=== Provided data ===
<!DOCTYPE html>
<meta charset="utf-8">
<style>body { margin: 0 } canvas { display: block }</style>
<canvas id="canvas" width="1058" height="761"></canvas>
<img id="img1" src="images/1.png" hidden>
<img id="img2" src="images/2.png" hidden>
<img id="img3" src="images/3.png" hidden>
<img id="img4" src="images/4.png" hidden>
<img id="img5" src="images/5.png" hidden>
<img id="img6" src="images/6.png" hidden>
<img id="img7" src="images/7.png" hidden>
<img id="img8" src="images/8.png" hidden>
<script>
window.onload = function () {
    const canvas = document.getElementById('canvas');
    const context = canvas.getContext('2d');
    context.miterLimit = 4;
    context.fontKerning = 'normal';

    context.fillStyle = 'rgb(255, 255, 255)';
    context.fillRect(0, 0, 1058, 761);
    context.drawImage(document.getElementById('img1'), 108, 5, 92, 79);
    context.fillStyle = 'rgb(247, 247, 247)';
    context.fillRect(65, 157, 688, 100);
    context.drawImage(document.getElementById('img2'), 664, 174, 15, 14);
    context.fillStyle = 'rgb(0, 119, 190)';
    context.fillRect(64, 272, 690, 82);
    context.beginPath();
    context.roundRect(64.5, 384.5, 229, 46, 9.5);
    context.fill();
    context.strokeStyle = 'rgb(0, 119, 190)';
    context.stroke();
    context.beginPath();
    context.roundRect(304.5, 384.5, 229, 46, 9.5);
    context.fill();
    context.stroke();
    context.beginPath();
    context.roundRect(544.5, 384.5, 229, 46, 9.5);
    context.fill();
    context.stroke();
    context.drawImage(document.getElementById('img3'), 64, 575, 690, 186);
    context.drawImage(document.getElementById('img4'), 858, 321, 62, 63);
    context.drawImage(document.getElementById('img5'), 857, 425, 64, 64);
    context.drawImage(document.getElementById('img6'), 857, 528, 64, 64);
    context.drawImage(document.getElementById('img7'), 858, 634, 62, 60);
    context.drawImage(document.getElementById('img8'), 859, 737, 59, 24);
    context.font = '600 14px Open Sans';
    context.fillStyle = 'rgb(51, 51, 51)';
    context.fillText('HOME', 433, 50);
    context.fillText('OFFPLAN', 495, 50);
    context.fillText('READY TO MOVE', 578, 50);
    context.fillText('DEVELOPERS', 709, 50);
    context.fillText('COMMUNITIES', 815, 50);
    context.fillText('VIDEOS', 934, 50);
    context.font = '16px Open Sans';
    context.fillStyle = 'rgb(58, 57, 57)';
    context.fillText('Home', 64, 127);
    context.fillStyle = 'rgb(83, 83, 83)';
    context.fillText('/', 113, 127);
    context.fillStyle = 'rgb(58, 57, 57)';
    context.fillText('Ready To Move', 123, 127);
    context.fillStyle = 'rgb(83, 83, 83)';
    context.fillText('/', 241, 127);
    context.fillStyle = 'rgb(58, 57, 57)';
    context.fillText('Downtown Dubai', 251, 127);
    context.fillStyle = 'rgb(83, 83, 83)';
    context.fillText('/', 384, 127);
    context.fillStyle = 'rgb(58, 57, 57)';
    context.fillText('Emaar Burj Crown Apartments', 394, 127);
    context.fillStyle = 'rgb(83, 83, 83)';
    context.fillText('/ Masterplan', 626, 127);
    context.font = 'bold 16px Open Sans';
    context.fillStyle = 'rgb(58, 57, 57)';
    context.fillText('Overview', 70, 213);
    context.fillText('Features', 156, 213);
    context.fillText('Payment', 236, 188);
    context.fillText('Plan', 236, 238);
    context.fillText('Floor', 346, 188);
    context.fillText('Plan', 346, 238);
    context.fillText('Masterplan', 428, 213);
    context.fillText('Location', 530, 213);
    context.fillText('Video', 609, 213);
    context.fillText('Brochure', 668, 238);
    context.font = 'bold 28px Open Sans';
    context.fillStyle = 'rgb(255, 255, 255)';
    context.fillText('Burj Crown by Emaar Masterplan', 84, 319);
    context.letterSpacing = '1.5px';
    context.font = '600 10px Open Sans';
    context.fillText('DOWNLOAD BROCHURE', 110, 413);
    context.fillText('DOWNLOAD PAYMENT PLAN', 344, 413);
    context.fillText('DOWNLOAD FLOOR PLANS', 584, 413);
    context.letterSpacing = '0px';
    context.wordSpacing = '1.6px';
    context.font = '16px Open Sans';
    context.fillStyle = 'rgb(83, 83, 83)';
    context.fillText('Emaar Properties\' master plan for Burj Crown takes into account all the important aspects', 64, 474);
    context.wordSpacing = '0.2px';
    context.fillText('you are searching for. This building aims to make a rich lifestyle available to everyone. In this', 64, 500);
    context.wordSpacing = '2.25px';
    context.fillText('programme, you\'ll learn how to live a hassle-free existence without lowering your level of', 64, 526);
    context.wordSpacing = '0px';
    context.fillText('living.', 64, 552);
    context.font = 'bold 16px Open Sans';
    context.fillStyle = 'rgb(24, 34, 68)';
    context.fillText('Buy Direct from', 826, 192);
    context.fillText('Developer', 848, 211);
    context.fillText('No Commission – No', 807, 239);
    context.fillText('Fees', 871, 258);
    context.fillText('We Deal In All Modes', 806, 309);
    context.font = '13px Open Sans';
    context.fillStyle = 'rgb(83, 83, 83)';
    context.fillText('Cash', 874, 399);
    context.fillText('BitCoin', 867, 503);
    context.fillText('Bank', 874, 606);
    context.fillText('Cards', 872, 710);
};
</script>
===
● **What to produce**:
Only the lines from the start of the material through the line containing "context.fontKerning = 'normal';" should be repeated, and they should be repeated exactly.

● **Result of the task**:
<!DOCTYPE html>
<meta charset="utf-8">
<style>body { margin: 0 } canvas { display: block }</style>
<canvas id="canvas" width="1058" height="761"></canvas>
<img id="img1" src="images/1.png" hidden>
<img id="img2" src="images/2.png" hidden>
<img id="img3" src="images/3.png" hidden>
<img id="img4" src="images/4.png" hidden>
<img id="img5" src="images/5.png" hidden>
<img id="img6" src="images/6.png" hidden>
<img id="img7" src="images/7.png" hidden>
<img id="img8" src="images/8.png" hidden>
<script>
window.onload = function () {
    const canvas = document.getElementById('canvas');
    const context = canvas.getContext('2d');
    context.miterLimit = 4;
    context.fontKerning = 'normal';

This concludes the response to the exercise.